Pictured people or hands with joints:
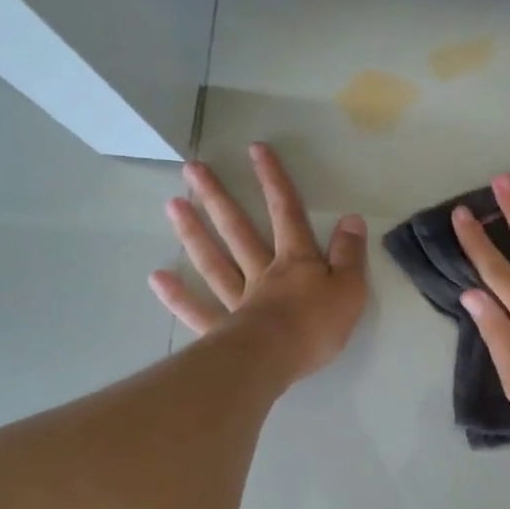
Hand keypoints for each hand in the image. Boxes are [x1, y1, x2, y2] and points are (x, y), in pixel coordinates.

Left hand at [149, 143, 368, 381]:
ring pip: (214, 261)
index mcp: (296, 262)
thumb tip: (351, 219)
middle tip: (193, 169)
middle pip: (238, 230)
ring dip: (194, 233)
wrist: (278, 359)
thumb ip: (350, 254)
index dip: (274, 181)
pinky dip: (178, 296)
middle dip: (219, 198)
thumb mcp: (350, 288)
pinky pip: (198, 310)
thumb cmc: (317, 325)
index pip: (286, 213)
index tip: (255, 149)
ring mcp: (238, 300)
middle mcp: (262, 273)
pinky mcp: (223, 330)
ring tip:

_TASK GOAL:_ Every entry, word for word: repeat it, but skip the images.

_SOLUTION FOR THIS TASK:_
Hand keypoints for each hand in the image. Boxes are [x1, y1, x2, y2] and points are (x, y), in pixel coordinates.

Left hand at [149, 143, 368, 381]:
ring pip: (214, 261)
index mcp: (296, 262)
thumb tip: (351, 219)
middle tip: (193, 169)
middle pip: (238, 230)
ring dip: (194, 233)
wrist: (278, 359)
thumb ip: (350, 254)
index dip: (274, 181)
pinky dip: (178, 296)
middle dip: (219, 198)
thumb mcp: (350, 288)
pinky pip: (198, 310)
thumb cmc: (317, 325)
index pip: (286, 213)
index tip: (255, 149)
ring mcp: (238, 300)
middle mcp: (262, 273)
pinky mcp: (223, 330)
ring tip:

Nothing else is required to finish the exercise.